Questiono o céu, maktub e os desígnios divinos. Faltei às aulas de resignação. Insisto que há solução. Parta Nauthiz! Deixe Wyrd mostrar o caminho a Sowelu.

Ele fecha os olhos e sorri. Balança a cabeça, afaga meus cabelos, limita-se a dizer:

- Dorme, pequena, isso também vai passar.

Diálogos

- Wishlist: escrever dois textos bons, emagrecer sem esforço e a paz mundial.
- Gostei dos seus projetos. Vai dar tempo de terminar hoje?
- Não sei, acho que os textos vão ficar pra depois...

segunda-feira, 18 de fevereiro de 2013

O segredo é não correr atrás das borboletas...

É cuidar do jardim para que elas venham até você.
(Mário Quintana?) 

Em meio a um processo complicadíssimo de recuperação de crédito de uma empresa em estado de quase falência (não entendi muito bem) estava ela: a borboleta.

Uma borboleta gigante de asas negras com detalhes amarelo-vivo. O corpo também era grande. Pode-se dizer até que era gordinho.

Ventava forte, suas asas descolavam da parede, mas voltavam. Ela, definitivamente, não queria sair dali.

Ele discorria sobre suas manobras jurídicas, gabava-se de sua astúcia e contava - cada vez mais altivo - seus feitos enfadonhos.

Alto, nem notou que eu não olhava em seus olhos. Minha visão detinha-se pouco acima de sua cabeça. Na parede de mármore negro. Na misteriosa borboleta. Quase sem prestar atenção em mim, ele me deixava livre para observá-la.

Será que era tão bonita em sua vida de lagarta? Será que ela já sabia o que iria enfrentar? Nunca entendi muito bem a transformação das lagartas. A formação das cores. Nada. Absolutamente nada! Nem sei se ensinam isso na escola.

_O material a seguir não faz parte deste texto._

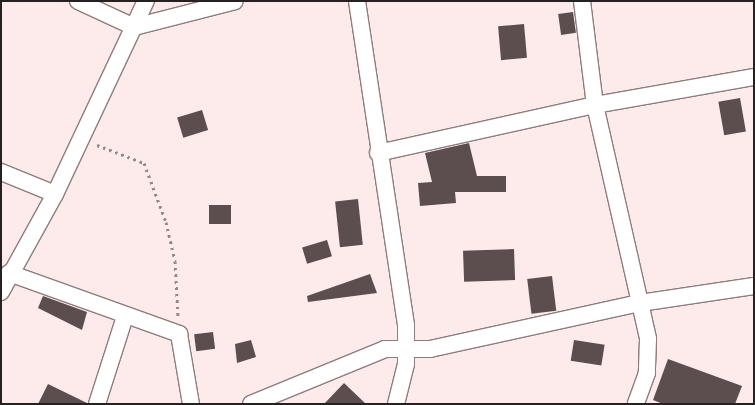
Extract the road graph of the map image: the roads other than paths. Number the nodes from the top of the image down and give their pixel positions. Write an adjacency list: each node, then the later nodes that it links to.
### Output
1 (78, 1): 6 (street)
2 (146, 1): 6 (street)
3 (234, 1): 6 (street)
4 (357, 1): 9 (street)
5 (582, 1): 8 (street)
6 (134, 27): 11 (street)
7 (754, 77): 8 (street)
8 (595, 105): 9 (street); 15 (street)
9 (378, 153): 17 (street)
10 (1, 172): 11 (street)
11 (55, 194): 12 (street)
12 (9, 273): 14 (street); 16 (street)
13 (754, 286): 15 (street)
14 (1, 292)
15 (640, 303): 17 (street); 22 (street)
16 (125, 316): 18 (street); 19 (street)
17 (408, 347): 20 (street); 21 (street)
18 (96, 404)
19 (191, 404)
20 (251, 404)
21 (396, 404)
22 (636, 404)

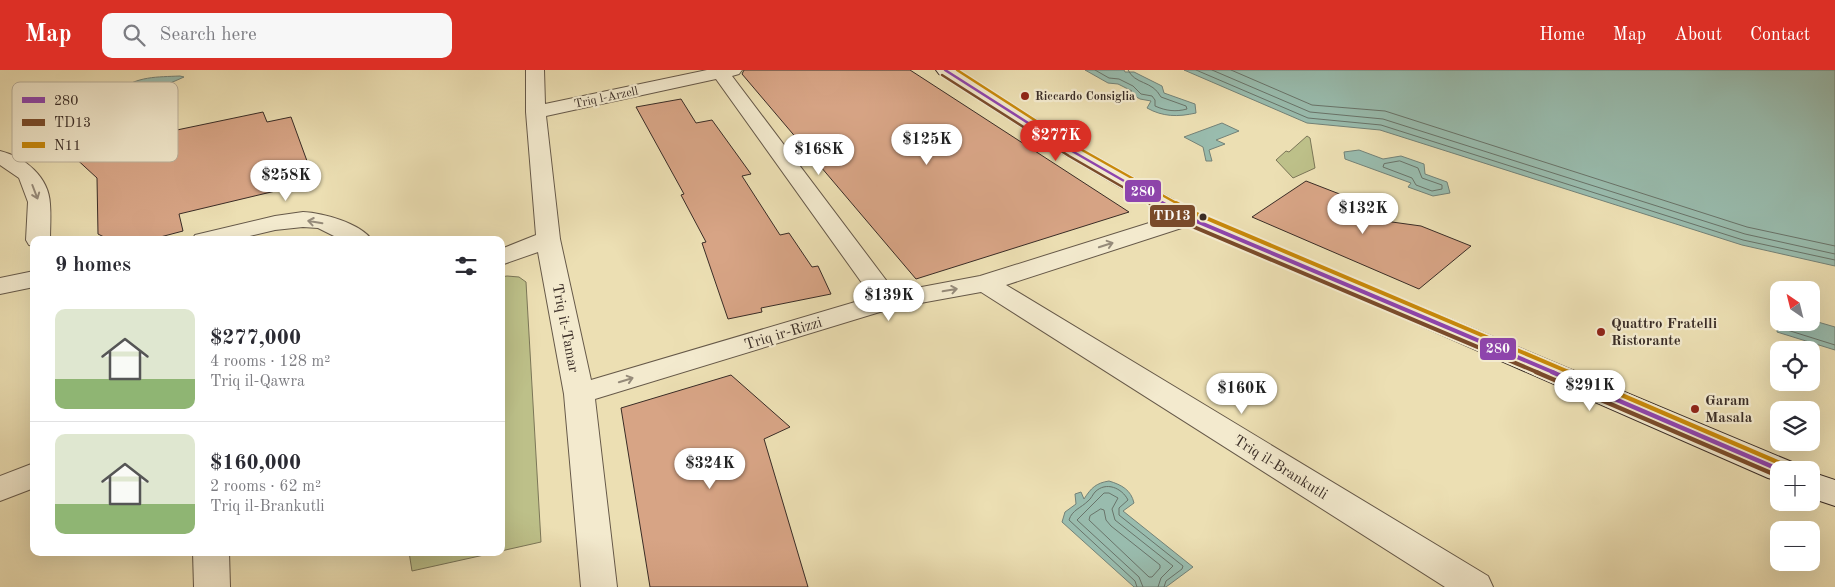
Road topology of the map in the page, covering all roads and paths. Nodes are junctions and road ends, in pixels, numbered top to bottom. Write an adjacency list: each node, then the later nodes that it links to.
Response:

Ah! Minto. Sei que não devemos ajudá-las. O grande momento da dor é a chave para a sobrevivência. Devem, com suas asinhas frágeis, romper o casulo sozinhas. Isso as torna fortes. É tudo o que sei sobre lagartas e borboletas.

Já me desiludi com Papai Noel, Coelhinho da Páscoa e maridos. Não prestaria muita atenção mesmo que tivessem me ensinado. Essa metamorfose é mística para mim. E vai ser assim sempre.

Continuei com uma bela cara de paisagem. Assentindo com a cabeça, vez ou outra, para encorajá-lo a falar mais. Fazia o que podia para prolongar o contato com aquela criatura mágica.

Imagine só: num dia você rasteja em busca de comida, te pisam e sentem asco de você. No outro, ficam maravilhados com sua beleza e imploram para que você chegue perto. Porém você simplesmente não quer mais e sai por aí, livre, admirando as maravilhas do mundo. A borboleta é o máximo!

É um pensamento fútil, eu sei. Quase vingativo, assumo. Mas deveras interessante.

Além disso, tem o lance da vida. O dom de Deus. Esse Deus que nem sei se existe, mas que me deixa inclinada a crer quando vejo uma simples borboleta.

De repente voou. Duas piruetas, um rasante na minha cabeça e um pouso desconcertado na gravata do garboso.

Nesse momento, já havíamos terminado os cigarros. Nem sei em que ponto estava a façanha do tal do crédito-recuperado-a-duras-penas-da-empresa-quase-falida.

Só voltei em mim quando o indigno deu um tapa na borboleta e o corpo da pobre caiu sem vida no chão.

Idiota! Você sabe o que ela passou pra chegar até aqui? Disse, com ódio no olhar.

Nunca mais conversamos.

terça-feira, 5 de fevereiro de 2013

Quebra gelo

Eu sou tímida. Ninguém acredita. Nem eu, às vezes. Mas sou. Isso ou envergonhada. Ou os dois. Portanto, não conheço rapazes facilmente.

Digo tudo isso para justificar o meu cadastro num site de relacionamentos. Enfim, a ideia era fazer amizades, conversar e talvez encontrar uma pessoa legal para sair.

Mas a timidez manteve-se mesmo no mundo virtual. Os moçoilos queriam conversa. Eu não sabia o que dizer.

Resolvi, então, utilizar um recurso do site chamado Quebra Gelo. Frases interessantes para iniciar o bate-papo. Ótimo!

O problema é que além de tímida, sou "espírito-de-porco", segundo a minha família, ou primo por um senso de humor muito peculiar (opinião própria, óbvio).

- Você já colheu maçãs?

Ri tanto sozinha que realmente acreditei que seria a melhor forma de iniciar um diálogo. Ri sozinha. Preciso explicar o resto?